We are looking for a Senior Compliance Manager with strong and seasoned hands-on experience in IT service companies to lead our compliance and data protection framework from a contractual, regulatory, and information security perspective.
This role is operational and execution-focused, not advisory only. You will be responsible for building, implementing, and maintaining a robust compliance program that is closely tailored to our software engineering services business model and complies with the data security and contractual requirements of our enterprise-level clients.
Day-to-day, you will practically translate client contractual obligations into actionable compliance controls, work closely with Legal, Delivery, IT, and Security Departments to evaluate and identify vulnerabilities, propose and implement workable solutions, and ensure continuous audit readiness (ISO 27001, SOC2, and client-driven audits). This role also involves supporting internal and external audits, client due diligence questionnaires, vendor risk activities, internal compliance onboarding, and ongoing training of Proxet personnel, and ongoing alignment with client security expectations across multiple jurisdictions (U.S., Europe, Latin America).
If you understand how compliance works inside a global IT services organization, this role is for you. Responsibilities * Reviewing and interpreting client contractual requirements with respect to security, compliance, and data privacy into actionable and deployable operational activities consistent with industry practice for a software engineering services business. * Build and maintain a compliance chart per client by mapping client requirements to internal controls. Identify gaps and coordinate remediation with IT, Security, Delivery, and Legal Departments. * Conduct quarterly internal compliance audits across projects. * Implement and maintain GDPR compliance, support DPA review and negotiation. * Ensure new client pre-sales and onboarding align with the Company’s compliance program. * Ensure proper data classification and data handling controls. * Contribute to the development and maintenance of internal policies, procedures, and controls related to security and compliance. * Perform risk assessments and develop appropriate risk treatment plans. * Support vendor and third-party risk management processes and assessments. * Monitor changes in regulatory landscapes and translate them into actionable recommendations. * Create and deliver Company-wide appropriate and tailored awareness training on data protection and regulatory compliance requirements for internal teams. * Act as a point of contact for compliance-related topics during engagements and audits. * Apply data retention and secure data disposal requirements in line with regulatory and contractual obligations. * Follow and support the company’s established cybersecurity standards and roadmap, ensuring alignment with defined requirements, milestones, and priorities. * Prepare compliance dashboards and reports for leadership.

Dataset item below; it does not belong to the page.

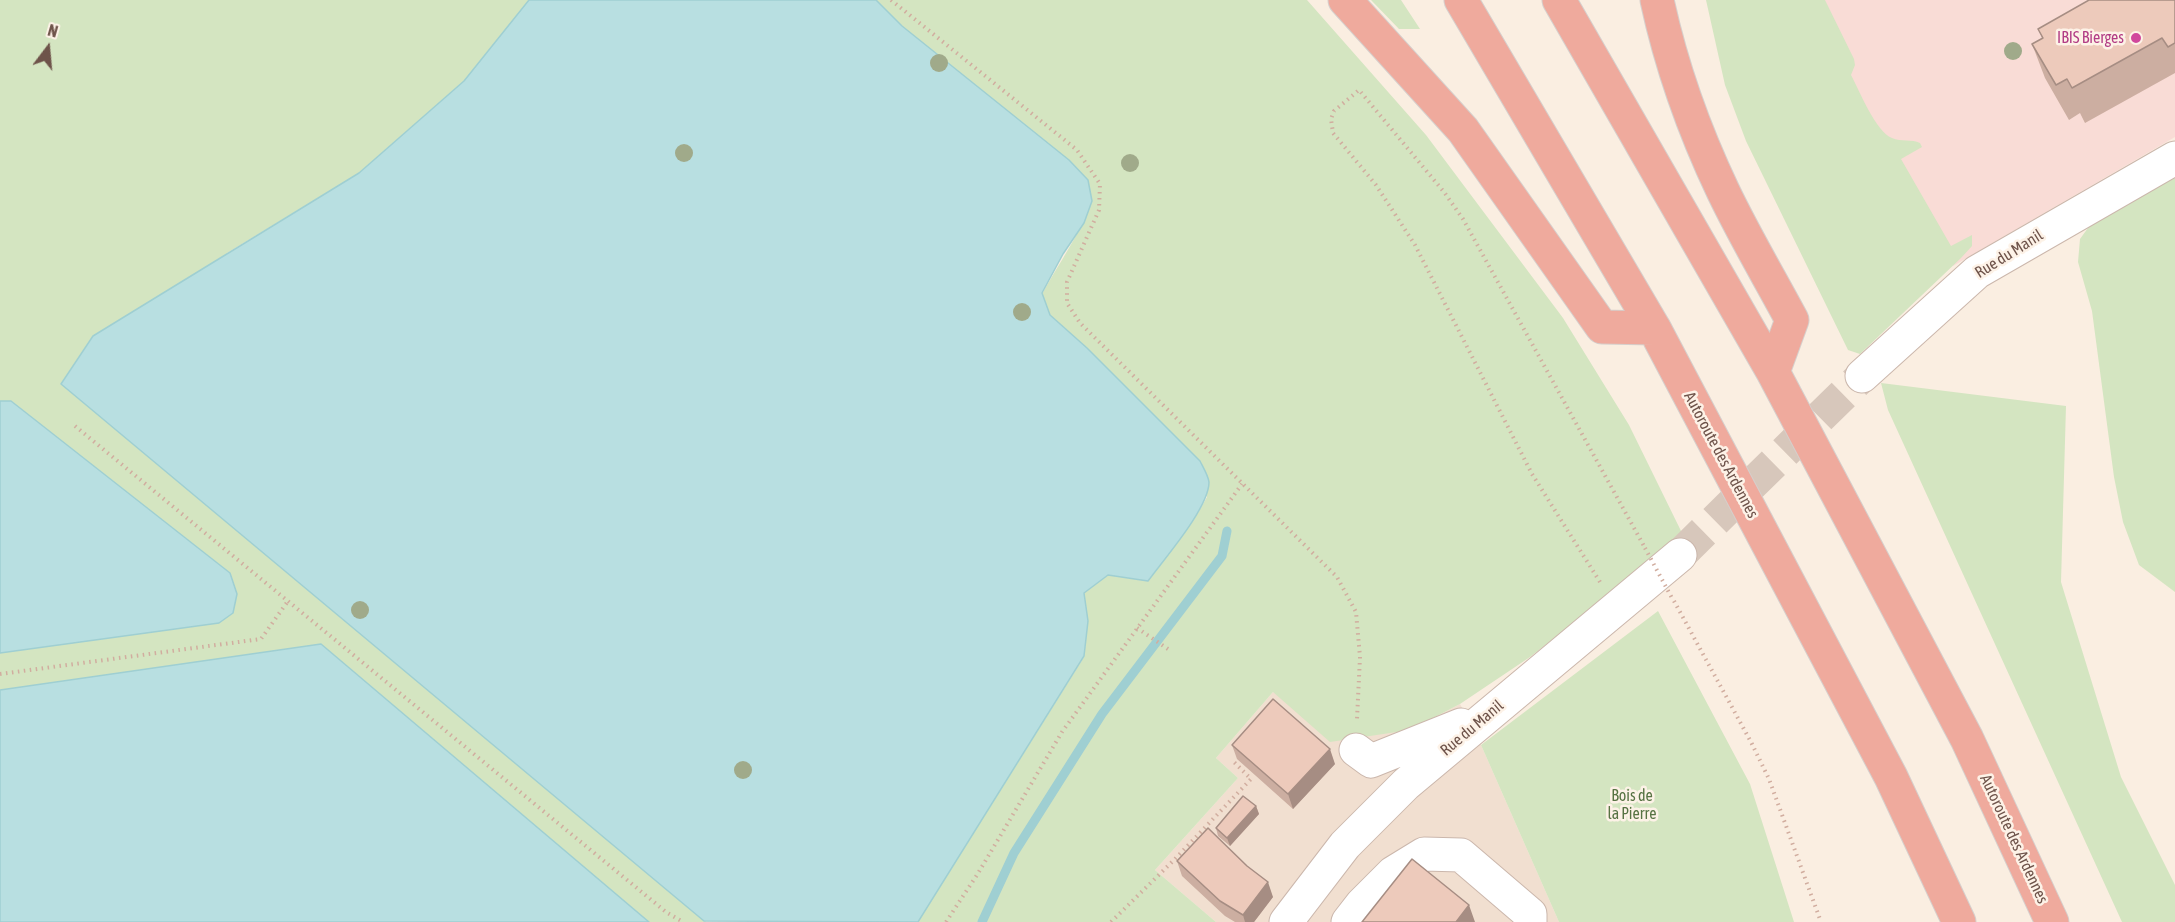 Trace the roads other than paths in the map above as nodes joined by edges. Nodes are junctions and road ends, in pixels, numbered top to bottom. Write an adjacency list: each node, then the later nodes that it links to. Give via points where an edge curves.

Requirements * 5+ years of experience in compliance, GRC, risk management. * 4+ years of experience in compliance in an IT service/outsourcing company. * Hands-on experience with security frameworks (e.g., ISO/IEC 27001, SOC 2) and standards implementation and remediation experience. * Excellent English skills, including familiarity with and strong contractual review skills (MSA, SOW, DPA), and experience in collaborating with Legal Departments. * Strong familiarity with global data protection laws (GDPR, CCPA/CPRA, UK GDPR) and practical GDPR, CCPA/CPRA, DPF implementation experience. * Understanding of industry-specific compliance and regulatory standards across sectors, including funds, healthcare, and private equity. * Ability to support Engineering (Delivery) by identifying and tracking compliance issues and coordinating timely mitigation actions with relevant stakeholders. * Ability to translate regulatory and security requirements into practical, business-aligned, actionable controls. * Ability to conduct risk assessments and define appropriate risk treatment measures. * Understanding of data handling, intellectual property rights, and related contractual considerations. * Experience with controls and governance for AI usage. * Experience preparing and maintaining documentation for audits, regulators, and clients. * Strong attention to detail and ability to manage multiple compliance initiatives in parallel. * Strong communication and interpersonal skills. * Strong documentation skills and high attention to detail. * English: Upper intermediate or higher. * Ability to work independently and as part of a team.
Would be a plus: * Experience with regulatory requirements across multiple jurisdictions (e.g., U.S., Europe, Latin America). * Practical experience with BCP/DRP implementation and maintenance. * Hands-on experience with healthcare compliance frameworks (e.g., HIPAA). * Experience with the investment fund clients and private equity vertical domain expertise, including PCI DSS. * Professional certifications such as CCEP, CISA, CISM, CRISC, CISSP, or equivalent. * Experience in data-intensive projects (DWH, BI, AI, analytics).